Revue Spirite d’études psychologiques

 

4ème année, N° 9, septembre 1861

 

Le style, c'est l'homme. Polémique entre plusieurs Esprits.

 

 

Au cours d’une séance à la Société Spirite de Paris, présidée par Allan Kardec, le 19 juillet 1861, l'Esprit de Lamennais donna spontanément une dissertation sur l'aphorisme de Buffon : « Le style, c'est l'homme », par l'entremise de M. A. Didier, médium.

 

Suite à cette communication, un débat a suivit entre différents esprits par médium interposés (médiums : M. A. Didier, M. d’Ambel, Madame de Costel), sur plusieurs jours au sein de la Société Spirite de Paris.

 

Buffon se trouvant attaqué répliqua quelques jours après, puis, successivement le vicomte de Launay défendit Lamennais, Buffon répondit au vicomte Delaunay.

Bernardin de Saint Pierre se mêla au débat où son nom avait été prononcé par le vicomte de Launay et par Buffon, puis Lamennais répondit à nouveau à Buffon.

Gérard de Nerval critiqué par Buffon qui dit sur lui qu’il écrivait de la « fantasia » avec sa vie comme avec sa plume, répondit en dictant un morceau à qui il donna le titre de Fantasia (en 2 séances).

Pour finir le Débat, c’est Eraste (1er siècle après J.C.) qui vient conclure :

 

Les esprits participant à ce débat étaient dans le plan spirituel depuis plusieurs années lors des différentes réunions médiumniques réalisées en juillet 1861 : Buffon[1] (1707-1788), Gérard de Nerval [2] (1808-1855), le vicomte Delaunay[3] (1804-1855), Bernardin de Saint-Pierre[4] (1737-1814), Lamennais[5] (1782-1854), Eraste[6] (1er siècle).

 

C'est polémique, aussi curieuse qu'instructive, qui est reproduite dans son entier dans la Revue Spirite de septembre 1861, n'a été ni provoquée ni préméditée, chaque Esprit est venu spontanément y prendre part ; Lamennais a ouvert la discussion, les autres l'ont suivi.

 

Extrait du discours prononcé par Buffon à l'Académie française le 25 août 1753 :

M. de Buffon dit le style, c'est l'homme :

« Les ouvrages bien écrits seront les seuls qui passeront à la postérité : la quantité des connaissances, la singularité des faits, la nouveauté même des découvertes, ne sont pas de sûrs garants de l'immortalité : si les ouvrages qui les contiennent ne roulent que sur de petits objets, s'ils sont écrits sans goût, sans noblesse et sans génie, ils périront, parce que les connaissances, les faits et les découvertes s'enlèvent aisément, se transportent, et gagnent même à être mises en oeuvre par des mains plus habiles.
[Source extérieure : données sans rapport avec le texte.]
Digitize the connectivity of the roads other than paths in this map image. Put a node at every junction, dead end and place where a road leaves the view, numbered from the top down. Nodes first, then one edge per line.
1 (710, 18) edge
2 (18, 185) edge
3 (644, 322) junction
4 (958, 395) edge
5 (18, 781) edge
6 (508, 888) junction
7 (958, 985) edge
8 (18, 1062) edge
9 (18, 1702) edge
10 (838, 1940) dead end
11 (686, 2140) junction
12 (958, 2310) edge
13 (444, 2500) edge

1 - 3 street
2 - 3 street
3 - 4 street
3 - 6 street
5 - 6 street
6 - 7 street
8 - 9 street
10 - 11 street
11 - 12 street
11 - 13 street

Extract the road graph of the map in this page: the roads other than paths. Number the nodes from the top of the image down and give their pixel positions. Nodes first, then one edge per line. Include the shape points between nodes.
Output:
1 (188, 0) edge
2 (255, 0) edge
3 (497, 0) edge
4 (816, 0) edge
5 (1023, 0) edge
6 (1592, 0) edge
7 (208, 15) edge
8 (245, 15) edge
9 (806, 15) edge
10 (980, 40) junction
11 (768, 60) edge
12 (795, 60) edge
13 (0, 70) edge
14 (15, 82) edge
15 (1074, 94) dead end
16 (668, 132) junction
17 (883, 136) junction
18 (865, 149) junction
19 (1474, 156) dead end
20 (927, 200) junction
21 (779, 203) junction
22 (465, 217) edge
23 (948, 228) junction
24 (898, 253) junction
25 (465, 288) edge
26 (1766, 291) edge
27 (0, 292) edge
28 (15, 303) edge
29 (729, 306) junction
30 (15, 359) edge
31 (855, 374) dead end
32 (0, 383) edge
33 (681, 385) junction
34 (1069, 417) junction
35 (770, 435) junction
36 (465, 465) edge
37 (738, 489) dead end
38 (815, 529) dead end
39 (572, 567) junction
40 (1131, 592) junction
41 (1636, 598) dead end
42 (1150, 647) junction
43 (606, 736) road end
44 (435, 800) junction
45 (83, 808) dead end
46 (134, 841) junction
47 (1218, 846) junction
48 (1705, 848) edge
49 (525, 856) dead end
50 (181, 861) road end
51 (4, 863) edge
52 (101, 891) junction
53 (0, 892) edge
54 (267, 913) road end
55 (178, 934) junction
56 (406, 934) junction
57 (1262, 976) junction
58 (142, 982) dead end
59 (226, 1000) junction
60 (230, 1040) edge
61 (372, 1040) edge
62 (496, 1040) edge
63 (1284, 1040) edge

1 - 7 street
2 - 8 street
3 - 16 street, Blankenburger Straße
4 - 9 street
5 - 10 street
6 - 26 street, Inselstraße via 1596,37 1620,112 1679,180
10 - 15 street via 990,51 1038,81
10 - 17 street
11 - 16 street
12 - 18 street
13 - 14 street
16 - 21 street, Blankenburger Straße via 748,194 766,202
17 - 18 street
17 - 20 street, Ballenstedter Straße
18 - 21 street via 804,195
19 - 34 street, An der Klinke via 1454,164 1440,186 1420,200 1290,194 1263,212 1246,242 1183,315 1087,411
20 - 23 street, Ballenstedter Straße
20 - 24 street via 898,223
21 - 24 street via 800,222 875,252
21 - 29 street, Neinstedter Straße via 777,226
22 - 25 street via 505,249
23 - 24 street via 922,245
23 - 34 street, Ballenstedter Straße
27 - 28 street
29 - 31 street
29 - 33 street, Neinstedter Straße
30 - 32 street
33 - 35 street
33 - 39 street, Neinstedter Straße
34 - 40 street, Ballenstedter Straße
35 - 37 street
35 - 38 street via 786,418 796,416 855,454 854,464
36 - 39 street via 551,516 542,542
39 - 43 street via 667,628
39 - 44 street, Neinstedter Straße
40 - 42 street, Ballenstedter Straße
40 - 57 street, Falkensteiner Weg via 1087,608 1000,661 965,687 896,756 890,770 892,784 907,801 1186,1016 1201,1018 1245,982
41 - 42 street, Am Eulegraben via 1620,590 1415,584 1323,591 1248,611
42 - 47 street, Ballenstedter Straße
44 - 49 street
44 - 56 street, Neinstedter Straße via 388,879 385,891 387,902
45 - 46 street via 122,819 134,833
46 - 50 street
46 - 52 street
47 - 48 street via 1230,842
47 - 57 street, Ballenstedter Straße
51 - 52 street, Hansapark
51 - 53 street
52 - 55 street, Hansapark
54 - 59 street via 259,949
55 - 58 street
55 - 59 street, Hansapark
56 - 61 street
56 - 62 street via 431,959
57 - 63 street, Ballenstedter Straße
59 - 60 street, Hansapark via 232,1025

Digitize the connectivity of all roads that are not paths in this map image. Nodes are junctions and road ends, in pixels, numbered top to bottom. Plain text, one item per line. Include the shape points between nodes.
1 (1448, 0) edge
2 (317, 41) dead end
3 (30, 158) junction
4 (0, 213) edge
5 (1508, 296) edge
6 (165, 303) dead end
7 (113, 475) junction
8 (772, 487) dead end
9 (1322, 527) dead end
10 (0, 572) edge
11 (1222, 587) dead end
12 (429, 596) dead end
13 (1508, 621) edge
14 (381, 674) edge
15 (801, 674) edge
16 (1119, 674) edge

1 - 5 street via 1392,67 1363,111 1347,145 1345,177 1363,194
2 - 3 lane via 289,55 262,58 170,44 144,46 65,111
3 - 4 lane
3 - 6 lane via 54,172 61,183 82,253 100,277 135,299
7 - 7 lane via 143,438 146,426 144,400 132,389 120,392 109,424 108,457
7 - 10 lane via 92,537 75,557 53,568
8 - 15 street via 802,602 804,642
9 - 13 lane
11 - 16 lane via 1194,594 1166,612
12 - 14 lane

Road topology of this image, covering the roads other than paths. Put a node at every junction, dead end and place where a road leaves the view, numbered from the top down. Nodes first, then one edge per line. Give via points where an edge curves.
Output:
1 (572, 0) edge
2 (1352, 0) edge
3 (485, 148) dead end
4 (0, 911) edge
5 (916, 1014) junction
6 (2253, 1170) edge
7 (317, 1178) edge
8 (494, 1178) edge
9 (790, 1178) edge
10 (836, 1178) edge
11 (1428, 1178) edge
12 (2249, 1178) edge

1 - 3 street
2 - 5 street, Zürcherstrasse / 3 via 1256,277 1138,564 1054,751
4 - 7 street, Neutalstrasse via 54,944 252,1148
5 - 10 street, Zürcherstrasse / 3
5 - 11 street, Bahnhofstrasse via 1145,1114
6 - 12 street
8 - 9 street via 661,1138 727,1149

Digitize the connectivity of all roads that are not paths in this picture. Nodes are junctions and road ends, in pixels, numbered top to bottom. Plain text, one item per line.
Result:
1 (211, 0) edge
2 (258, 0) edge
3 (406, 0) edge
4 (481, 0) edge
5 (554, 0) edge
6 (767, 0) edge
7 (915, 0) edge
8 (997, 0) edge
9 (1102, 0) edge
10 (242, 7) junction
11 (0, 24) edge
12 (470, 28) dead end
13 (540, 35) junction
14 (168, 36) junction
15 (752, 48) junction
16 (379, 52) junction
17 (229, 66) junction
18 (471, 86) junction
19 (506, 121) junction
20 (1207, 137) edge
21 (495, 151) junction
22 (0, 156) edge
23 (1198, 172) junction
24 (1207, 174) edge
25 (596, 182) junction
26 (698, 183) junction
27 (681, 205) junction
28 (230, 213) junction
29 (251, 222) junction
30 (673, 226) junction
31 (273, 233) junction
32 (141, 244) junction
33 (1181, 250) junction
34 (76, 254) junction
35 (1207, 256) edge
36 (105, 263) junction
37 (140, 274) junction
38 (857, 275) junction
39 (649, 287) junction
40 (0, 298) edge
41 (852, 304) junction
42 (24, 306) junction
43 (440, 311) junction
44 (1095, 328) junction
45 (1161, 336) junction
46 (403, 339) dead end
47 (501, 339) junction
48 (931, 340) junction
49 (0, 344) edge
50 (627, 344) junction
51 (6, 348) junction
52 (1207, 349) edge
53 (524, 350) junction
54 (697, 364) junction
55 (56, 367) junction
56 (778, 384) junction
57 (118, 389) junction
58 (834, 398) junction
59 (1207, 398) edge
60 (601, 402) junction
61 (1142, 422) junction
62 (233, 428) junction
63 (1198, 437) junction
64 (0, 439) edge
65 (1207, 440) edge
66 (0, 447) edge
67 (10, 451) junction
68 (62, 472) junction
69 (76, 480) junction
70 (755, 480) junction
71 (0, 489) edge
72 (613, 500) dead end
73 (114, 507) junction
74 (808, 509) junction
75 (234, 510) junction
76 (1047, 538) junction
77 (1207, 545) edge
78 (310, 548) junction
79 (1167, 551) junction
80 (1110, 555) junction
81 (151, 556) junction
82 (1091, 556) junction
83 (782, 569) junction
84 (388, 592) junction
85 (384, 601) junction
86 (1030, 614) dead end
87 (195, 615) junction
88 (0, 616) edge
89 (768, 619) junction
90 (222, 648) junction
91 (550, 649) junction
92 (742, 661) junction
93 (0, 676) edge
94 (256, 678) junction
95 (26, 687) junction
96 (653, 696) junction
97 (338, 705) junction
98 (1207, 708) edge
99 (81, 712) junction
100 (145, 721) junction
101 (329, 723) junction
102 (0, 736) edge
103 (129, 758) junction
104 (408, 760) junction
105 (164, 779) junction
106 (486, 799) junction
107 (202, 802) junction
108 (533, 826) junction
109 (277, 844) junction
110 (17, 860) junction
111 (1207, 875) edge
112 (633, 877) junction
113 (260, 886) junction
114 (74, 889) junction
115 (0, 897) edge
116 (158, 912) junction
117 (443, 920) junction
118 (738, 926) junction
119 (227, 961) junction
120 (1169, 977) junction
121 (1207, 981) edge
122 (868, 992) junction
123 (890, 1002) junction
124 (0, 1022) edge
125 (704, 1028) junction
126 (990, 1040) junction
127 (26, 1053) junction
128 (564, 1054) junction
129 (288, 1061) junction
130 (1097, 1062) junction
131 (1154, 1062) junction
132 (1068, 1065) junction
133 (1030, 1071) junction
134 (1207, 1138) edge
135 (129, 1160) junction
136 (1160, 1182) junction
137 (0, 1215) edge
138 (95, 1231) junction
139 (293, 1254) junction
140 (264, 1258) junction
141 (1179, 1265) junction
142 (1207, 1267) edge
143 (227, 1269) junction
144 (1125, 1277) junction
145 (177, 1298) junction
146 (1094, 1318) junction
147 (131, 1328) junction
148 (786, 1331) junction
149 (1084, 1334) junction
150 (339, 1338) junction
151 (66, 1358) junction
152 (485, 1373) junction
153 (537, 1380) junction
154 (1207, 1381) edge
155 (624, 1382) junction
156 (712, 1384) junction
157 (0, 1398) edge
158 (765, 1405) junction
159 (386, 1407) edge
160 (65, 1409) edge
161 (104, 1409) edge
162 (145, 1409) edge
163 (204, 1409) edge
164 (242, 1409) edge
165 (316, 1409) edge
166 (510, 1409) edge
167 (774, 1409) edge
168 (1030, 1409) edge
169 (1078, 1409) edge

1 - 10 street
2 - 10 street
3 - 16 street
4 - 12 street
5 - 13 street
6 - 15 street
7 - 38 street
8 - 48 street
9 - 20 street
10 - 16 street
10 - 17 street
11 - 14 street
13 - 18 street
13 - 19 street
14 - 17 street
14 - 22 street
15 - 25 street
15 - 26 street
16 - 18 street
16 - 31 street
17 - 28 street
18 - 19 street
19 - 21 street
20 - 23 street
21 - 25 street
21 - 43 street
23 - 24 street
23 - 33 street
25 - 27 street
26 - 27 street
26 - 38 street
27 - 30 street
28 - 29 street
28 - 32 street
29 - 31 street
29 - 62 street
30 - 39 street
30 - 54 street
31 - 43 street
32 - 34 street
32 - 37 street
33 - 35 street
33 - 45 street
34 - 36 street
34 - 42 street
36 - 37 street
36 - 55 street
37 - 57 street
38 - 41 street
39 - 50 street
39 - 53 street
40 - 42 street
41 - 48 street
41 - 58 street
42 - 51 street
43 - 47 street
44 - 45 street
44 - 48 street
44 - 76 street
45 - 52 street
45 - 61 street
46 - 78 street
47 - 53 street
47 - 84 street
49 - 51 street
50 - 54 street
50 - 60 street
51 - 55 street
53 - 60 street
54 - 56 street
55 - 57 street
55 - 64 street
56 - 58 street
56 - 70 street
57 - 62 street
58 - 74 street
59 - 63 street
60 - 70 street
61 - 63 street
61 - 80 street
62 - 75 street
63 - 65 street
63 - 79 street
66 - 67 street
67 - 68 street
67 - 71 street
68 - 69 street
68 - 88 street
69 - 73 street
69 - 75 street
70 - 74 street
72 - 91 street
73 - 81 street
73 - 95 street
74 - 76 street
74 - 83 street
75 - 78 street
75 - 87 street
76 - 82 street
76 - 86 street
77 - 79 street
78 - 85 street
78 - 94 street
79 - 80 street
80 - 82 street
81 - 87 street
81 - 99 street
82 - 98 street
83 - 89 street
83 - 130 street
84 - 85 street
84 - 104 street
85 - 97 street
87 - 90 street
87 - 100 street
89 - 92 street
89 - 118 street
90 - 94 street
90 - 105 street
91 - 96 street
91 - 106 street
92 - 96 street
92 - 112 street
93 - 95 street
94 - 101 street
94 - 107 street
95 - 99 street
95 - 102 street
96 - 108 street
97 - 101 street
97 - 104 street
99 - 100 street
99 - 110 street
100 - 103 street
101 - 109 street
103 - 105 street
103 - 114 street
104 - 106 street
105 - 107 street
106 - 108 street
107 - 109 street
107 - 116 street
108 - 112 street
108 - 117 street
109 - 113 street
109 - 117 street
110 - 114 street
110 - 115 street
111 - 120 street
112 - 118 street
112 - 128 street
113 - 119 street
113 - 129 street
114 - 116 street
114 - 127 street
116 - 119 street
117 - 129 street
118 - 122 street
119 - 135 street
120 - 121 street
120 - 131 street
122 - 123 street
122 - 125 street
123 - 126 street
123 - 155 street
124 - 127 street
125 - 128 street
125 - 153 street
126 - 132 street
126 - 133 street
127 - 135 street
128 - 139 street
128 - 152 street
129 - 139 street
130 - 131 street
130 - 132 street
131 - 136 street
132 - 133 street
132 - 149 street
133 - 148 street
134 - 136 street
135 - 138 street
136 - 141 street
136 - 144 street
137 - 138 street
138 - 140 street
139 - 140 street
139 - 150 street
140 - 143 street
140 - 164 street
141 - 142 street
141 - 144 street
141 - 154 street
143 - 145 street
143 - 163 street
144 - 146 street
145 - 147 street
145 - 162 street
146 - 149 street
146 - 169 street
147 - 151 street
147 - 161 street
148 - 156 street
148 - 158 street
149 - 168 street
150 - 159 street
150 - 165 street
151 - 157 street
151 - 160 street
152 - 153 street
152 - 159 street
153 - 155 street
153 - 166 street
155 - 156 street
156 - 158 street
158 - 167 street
Ces choses sont hors de l'homme, le style est l'homme même. »

 

Position de Lamennais :

Lamennais nous dit qu’en dehors de l’homme, il peut y avoir une inspiration extérieure qu’il s’attribue à lui même et qui peut être opposée à son style :

« Très souvent donc l'homme ne se reflète pas dans ses œuvres ; nous dirons aussi combien de poètes usés, abrutis ; combien d'artistes désillusionnés sentent tout à coup une étincelle divine illuminer parfois leur intelligence ! Ah ! C’est qu'ici l'homme écoute autre chose que lui-même ; il écoute ce que le prophète Isaïe appelait le petit souffle, et que nous, nous appelons les Esprits. Oui, ils sentent en eux cette voix sacrée, mais oubliant Dieu et sa lumière, ils se l'attribuent à eux-mêmes ; ils reçoivent la grâce dans l'art comme d'autres la reçoivent dans la foi, et elle touche quelquefois ceux qui prétendent la renier. »

 

Conclusion de l’Esprit d’Eraste :

Ce débat littéraire et philosophique vient nous montrer, comme nous l’explique l’Esprit d’Eraste, « que l'être personnel pensant poursuit, même au-delà de la tombe, ses études et ses travaux, et qu'au moyen de cette lucidité qui est l'apanage particulier des Esprits, comparant sa pensée spirituelle avec sa pensée humaine, il doit en élaguer tout ce qui l'obscurcissait matériellement ........ et chacun, dans le vaste pays de l'erraticité, conserve ses aptitudes et son originalité ......... les goûts et la forme littéraire que vous remarquiez en eux de leur vivant. Je crois qu'il est utile d'appeler votre attention sur cette condition d'être de notre monde d'outre-tombe, pour que vous ne vous laissiez pas aller à croire qu'on abandonne instantanément ses penchants, ses moeurs et ses passions en dépouillant le vêtement humain. Sur la terre, les Esprits sont comme des prisonniers que la mort doit délivrer ; mais de même que celui qui est sous les verrous a les mêmes propensions, conserve la même individualité quand il est en liberté, de même les Esprits conservent leurs tendances, leur originalité, leurs aptitudes, quand ils arrivent parmi nous ; sauf toutefois ceux qui ont passé, non par une vie de travail et d'épreuves, mais par une vie de châtiment, comme les idiots, les crétins et les fous. Pour ceux-là, les facultés intelligentes étant restées à l'état latent, ne se réveillent qu'à leur sortie de la prison terrestre. Ceci, comme vous le pensez, doit s'entendre du monde spirite inférieur ou moyen, et non des Esprits élevés affranchis de l'influence corporelle. »

 

Biographie des esprits participant au débat :

 

1) Buffon :

Georges-Louis Leclerc, comte de Buffon, né à Montbard le 7 septembre 1707 et mort à Paris le 16 avril 1788, est un naturaliste, mathématicien, biologiste, cosmologiste et écrivain français. Ses théories ont influencé deux générations de naturalistes, parmi lesquels notamment Jean-Baptiste de Lamarck et Charles Darwin. La localité éponyme Buffon, dans la Côte-d'Or, fut la seigneurie de la famille Leclerc.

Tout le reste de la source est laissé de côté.